- [Record extracts]:
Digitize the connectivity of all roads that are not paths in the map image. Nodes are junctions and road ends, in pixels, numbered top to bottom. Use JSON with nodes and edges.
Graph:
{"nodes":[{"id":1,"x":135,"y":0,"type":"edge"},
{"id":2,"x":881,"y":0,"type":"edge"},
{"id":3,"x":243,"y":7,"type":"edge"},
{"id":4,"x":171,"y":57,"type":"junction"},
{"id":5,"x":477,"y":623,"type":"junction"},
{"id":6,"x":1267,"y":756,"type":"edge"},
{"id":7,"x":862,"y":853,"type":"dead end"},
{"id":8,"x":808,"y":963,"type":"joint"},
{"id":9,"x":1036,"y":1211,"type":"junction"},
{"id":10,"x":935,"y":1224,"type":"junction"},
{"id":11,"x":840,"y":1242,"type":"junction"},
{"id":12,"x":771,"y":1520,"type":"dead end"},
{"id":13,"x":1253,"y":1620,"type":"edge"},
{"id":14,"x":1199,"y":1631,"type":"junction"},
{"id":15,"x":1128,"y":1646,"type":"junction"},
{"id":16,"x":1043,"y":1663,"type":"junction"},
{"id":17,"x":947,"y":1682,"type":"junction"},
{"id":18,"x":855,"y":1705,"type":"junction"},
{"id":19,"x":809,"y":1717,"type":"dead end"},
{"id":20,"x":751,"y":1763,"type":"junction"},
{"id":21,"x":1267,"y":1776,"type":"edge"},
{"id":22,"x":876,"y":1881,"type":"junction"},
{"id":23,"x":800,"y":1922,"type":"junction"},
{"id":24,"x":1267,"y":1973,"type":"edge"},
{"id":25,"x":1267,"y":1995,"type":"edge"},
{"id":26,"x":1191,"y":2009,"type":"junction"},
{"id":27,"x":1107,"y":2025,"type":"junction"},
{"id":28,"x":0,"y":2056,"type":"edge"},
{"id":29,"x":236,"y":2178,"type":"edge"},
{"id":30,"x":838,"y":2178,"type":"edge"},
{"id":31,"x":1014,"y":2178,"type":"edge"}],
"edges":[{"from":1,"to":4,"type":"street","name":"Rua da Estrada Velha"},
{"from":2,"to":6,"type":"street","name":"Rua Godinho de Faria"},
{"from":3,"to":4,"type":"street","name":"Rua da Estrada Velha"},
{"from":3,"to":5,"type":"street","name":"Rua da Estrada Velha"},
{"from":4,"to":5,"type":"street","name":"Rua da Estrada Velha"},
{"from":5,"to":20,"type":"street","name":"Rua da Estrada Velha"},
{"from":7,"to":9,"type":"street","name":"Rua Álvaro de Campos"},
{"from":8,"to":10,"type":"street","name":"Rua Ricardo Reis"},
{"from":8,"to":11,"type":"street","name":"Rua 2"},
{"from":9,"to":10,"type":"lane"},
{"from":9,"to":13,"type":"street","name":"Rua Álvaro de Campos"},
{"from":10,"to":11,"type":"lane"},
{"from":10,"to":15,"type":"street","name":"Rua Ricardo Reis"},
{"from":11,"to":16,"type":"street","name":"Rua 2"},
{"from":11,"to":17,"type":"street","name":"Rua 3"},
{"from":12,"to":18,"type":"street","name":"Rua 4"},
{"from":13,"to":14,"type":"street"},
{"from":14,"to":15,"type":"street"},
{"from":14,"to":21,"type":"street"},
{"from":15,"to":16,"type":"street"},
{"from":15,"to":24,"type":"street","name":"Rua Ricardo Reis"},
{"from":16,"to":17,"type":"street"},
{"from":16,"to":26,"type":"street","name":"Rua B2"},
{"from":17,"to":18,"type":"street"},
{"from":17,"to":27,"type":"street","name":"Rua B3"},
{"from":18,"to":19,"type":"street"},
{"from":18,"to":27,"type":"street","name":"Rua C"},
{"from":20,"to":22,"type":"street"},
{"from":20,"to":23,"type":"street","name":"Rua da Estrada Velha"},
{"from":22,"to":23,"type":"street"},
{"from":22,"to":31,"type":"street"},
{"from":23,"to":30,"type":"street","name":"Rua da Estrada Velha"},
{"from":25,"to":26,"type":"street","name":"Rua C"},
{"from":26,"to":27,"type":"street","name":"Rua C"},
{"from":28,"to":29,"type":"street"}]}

- [Prompt]: Whichever lines of the material hold the word "Campos", find and copy them.

- [Response to the exercise]:
{"from":7,"to":9,"type":"street","name":"Rua Álvaro de Campos"},
{"from":9,"to":13,"type":"street","name":"Rua Álvaro de Campos"},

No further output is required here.